Classic Arabic is also found in pre-Islamic and early Islamic poetry, prophecies, and some 1st-century historical documents.

 The Arabic language in general derives its grammatical and syntactic rules from its classical form. Mastery of classical Arabic requires years of study and oral practice. It uses archaic vocabulary, most of which is borrowed from the Quran and hadiths.

 Just like in the Quran, classical Arabic speeches are rich in stylistic tools, figurative speech, rhyming sentences, and word order not typically found in MSA.

 Most non-native learners of Arabic are interested in classical Arabic either because they want to understand the Quran or are scholars of theology and experts in comparative religious studies.

 Arabic is the liturgical language of around one billion Muslims across the world who need to recite Quranic verses verbatim during the five daily prayers.

Modern Arabic

 Often called Modern Standard Arabic (MSA) in English and Fusha in Arabic.

 It is commonly used in contexts such as writing, TV and radio broadcasts, formal interviews, speeches, and official letters.

 It is similar but easier than classical Arabic.

 Native Arabic speakers usually do not make a clear distinction between the two Arabic languages, but few are fluent in the latter.

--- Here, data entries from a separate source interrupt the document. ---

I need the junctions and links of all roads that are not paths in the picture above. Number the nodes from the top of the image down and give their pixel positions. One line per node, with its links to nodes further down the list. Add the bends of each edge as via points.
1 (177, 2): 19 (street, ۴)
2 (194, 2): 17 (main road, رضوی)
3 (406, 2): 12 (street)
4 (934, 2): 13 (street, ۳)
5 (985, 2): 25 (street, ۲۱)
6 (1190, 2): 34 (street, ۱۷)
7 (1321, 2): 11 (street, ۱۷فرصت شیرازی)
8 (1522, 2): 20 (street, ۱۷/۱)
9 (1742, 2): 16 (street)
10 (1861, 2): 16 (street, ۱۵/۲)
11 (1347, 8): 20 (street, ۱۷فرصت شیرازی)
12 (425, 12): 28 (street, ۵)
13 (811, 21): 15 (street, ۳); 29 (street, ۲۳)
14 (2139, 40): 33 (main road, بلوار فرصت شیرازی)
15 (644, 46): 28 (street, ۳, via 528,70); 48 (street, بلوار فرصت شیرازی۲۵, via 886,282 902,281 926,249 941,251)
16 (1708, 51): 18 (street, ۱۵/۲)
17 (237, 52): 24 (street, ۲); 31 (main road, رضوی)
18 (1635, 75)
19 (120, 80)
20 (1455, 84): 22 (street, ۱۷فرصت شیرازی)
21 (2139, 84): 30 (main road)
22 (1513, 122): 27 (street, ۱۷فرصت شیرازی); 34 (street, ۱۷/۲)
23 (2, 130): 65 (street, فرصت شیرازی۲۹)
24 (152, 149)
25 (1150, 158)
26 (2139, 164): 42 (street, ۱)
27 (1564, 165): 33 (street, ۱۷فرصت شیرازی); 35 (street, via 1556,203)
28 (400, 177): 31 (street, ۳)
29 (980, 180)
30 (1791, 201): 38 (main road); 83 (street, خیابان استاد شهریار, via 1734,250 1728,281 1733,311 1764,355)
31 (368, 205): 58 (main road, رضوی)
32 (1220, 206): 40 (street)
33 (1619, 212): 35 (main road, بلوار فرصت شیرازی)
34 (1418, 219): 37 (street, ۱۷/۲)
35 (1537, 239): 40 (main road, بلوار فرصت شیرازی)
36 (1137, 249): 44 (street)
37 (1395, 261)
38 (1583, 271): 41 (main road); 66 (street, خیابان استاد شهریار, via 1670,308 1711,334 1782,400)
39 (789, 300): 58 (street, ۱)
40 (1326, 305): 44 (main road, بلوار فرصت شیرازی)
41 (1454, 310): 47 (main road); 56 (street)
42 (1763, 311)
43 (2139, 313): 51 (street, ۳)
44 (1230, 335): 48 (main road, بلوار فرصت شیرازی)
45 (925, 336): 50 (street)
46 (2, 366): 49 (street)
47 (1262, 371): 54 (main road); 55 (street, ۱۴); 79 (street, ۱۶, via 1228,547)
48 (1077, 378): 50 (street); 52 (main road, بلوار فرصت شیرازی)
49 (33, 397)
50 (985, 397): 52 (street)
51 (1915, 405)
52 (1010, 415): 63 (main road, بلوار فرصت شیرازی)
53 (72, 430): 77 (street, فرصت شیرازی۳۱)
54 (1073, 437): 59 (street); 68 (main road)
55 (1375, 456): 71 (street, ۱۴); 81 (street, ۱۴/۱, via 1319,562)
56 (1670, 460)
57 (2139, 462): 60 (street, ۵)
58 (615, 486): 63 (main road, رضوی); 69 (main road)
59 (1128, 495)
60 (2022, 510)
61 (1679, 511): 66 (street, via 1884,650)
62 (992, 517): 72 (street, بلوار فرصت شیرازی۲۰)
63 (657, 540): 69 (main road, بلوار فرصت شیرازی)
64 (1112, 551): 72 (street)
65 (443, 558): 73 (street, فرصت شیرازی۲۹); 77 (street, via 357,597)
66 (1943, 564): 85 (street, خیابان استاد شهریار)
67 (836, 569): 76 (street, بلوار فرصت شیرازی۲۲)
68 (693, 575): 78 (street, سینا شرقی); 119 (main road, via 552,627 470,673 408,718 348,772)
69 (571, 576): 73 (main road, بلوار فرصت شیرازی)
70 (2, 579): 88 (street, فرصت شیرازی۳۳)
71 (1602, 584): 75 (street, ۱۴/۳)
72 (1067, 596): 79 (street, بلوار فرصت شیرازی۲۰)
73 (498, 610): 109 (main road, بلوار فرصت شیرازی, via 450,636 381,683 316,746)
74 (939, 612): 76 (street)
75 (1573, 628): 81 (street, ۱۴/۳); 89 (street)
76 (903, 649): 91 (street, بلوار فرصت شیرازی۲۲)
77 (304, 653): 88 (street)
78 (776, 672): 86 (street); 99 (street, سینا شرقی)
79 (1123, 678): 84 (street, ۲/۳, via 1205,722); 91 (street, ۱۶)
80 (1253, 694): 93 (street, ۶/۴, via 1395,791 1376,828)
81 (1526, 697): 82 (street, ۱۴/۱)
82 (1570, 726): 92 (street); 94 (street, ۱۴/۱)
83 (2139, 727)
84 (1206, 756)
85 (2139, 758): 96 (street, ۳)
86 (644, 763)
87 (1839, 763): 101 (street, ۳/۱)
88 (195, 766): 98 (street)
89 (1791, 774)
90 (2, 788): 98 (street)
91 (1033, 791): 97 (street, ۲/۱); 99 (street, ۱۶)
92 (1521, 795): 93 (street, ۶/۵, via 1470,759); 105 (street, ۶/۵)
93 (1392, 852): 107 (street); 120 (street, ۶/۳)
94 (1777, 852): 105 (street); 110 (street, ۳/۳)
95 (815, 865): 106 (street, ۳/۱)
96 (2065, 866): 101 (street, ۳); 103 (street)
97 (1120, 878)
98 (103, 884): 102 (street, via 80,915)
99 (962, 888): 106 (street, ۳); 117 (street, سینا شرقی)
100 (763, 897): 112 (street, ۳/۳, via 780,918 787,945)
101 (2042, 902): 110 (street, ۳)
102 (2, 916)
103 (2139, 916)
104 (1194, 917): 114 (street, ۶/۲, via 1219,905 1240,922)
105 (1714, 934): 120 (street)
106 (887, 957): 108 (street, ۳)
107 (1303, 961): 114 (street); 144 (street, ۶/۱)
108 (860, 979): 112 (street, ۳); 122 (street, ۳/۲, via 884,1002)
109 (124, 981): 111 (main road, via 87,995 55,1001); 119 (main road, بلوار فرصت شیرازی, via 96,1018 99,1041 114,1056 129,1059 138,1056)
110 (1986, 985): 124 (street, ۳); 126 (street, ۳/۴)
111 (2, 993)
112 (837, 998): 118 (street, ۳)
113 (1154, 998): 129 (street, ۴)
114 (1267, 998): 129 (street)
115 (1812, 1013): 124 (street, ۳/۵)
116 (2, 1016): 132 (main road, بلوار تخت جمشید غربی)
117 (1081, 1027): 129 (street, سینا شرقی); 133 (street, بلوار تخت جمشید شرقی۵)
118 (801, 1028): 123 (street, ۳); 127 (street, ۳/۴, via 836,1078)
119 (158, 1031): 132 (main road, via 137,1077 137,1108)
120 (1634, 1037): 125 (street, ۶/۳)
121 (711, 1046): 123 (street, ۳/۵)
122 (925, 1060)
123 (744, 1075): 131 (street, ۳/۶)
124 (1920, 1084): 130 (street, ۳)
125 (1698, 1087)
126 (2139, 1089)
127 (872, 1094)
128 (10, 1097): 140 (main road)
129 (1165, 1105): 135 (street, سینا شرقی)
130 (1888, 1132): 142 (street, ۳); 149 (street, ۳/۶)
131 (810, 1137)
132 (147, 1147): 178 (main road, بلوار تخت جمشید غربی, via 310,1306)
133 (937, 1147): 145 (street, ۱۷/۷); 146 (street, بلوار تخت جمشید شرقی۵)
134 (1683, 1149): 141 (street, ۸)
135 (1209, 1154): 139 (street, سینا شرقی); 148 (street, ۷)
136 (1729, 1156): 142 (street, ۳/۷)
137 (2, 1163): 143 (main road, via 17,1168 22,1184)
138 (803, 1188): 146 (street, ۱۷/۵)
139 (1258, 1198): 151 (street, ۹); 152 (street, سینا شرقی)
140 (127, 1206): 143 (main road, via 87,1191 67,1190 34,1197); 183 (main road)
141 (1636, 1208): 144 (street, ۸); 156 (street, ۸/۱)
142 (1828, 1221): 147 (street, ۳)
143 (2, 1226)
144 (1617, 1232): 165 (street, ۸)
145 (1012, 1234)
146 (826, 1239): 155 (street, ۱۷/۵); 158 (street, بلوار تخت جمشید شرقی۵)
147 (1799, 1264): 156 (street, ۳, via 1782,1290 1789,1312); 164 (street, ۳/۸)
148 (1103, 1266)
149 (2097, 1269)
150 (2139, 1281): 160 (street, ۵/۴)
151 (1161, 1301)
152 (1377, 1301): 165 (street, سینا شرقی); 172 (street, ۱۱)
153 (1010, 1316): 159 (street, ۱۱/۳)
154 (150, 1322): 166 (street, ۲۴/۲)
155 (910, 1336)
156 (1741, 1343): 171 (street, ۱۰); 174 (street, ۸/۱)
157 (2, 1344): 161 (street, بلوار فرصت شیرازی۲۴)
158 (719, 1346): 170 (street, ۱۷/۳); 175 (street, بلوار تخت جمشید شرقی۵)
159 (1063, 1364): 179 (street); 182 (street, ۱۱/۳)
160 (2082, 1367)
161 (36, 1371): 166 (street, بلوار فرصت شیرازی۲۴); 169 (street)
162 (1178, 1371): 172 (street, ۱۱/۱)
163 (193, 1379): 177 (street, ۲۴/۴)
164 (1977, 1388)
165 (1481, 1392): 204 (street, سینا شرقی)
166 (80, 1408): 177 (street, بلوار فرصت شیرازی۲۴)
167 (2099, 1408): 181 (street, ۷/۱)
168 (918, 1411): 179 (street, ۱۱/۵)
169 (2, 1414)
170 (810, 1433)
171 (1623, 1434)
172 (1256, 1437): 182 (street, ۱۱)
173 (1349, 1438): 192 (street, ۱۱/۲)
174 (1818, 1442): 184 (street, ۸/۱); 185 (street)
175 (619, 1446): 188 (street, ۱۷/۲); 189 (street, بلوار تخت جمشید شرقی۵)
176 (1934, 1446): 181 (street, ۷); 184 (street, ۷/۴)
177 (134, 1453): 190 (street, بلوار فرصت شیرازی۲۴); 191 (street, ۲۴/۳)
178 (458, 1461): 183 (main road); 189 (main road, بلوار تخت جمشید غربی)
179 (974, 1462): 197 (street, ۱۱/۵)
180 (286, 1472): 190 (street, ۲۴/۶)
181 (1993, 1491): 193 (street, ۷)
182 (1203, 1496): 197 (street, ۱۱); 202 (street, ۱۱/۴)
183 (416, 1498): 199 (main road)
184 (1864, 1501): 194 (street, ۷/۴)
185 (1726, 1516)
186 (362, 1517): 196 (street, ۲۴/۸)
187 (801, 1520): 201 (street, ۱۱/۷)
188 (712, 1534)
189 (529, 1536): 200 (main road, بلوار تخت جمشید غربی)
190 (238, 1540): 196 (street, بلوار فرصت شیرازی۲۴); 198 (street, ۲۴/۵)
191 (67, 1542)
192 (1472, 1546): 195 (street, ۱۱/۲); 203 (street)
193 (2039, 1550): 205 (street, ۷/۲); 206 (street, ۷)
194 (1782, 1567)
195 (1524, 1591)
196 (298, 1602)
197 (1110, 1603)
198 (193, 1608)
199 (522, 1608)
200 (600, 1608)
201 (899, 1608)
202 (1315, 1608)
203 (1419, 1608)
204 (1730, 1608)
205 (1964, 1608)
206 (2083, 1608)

 Modern Standard Arabic was deliberately developed in the early 19th century as a modernized version of classical Arabic.

 It was promoted by the pan-Arab anti-colonial movement that emerged at the time as a medium of communication that united all Arabs, regardless of country of origin or religion.

 Arabs often use a combination of slang and MSA. For example, interviewers typically use MSA to ask prepared questions or make prepared remarks, then switch to colloquial variations to add instant comments or reply to questions.

 Arab leaders give speeches in MSA and resort to colloquial Arabic to make a point or simplify an idea to illiterate citizens.

 Another reason is most native speakers of Arabic cannot maintain speaking MSA for an extended period of time and resort to colloquial Arabic because that`s what they are used to in their daily life.

Colloquial Arabic or `Ammiyya:

 In the Maghreb region, it is called Darija. As opposed to MSA, `Ammiyya` refers to the regional varieties or vernaculars across the Arab world used for everyday speaking situations. In fact, `Ammiyya or Darija is the first language of every Arab, as they later acquire MSA in school. Unlike MSA, `Ammiyya does not adhere to the strict rules of grammar and word order and often loses other structured linguistic features. In fact, Ammiyya uses many Farsi and Turkish terms in the Arab countries that were under the Ottoman rule, and Darija, or Maghrebi Arabic, has a lot of French, Spanish and Italian.

 

Arabic language in Egypt and how it differs from the rest of the Arab world

The Egyptian Arabic is the Arabic used in Egypt. And most Arab understand it, as Egyptian movies and TV series are popular. So, if you are a non-Arabic speaker then this might be the easiest dialect to learn. Also, it is considered the more standard among other Arabic dialects.

 

Difference between eastern Arabic and modern standard Arabic

Eastern Arabic vs modern standard Arabic.

 East Arabic is a dialect spoken in Syria, Lebanon, Jordan, and Palestine. Eastern Arabic is also very well understood in the Arab world. 

While modern standard Arabic is also known as literary Arabic.  Arabic in Egypt is spoken in cities throughout Egypt. It is also widely used in the Arab world as it is used by movie actors.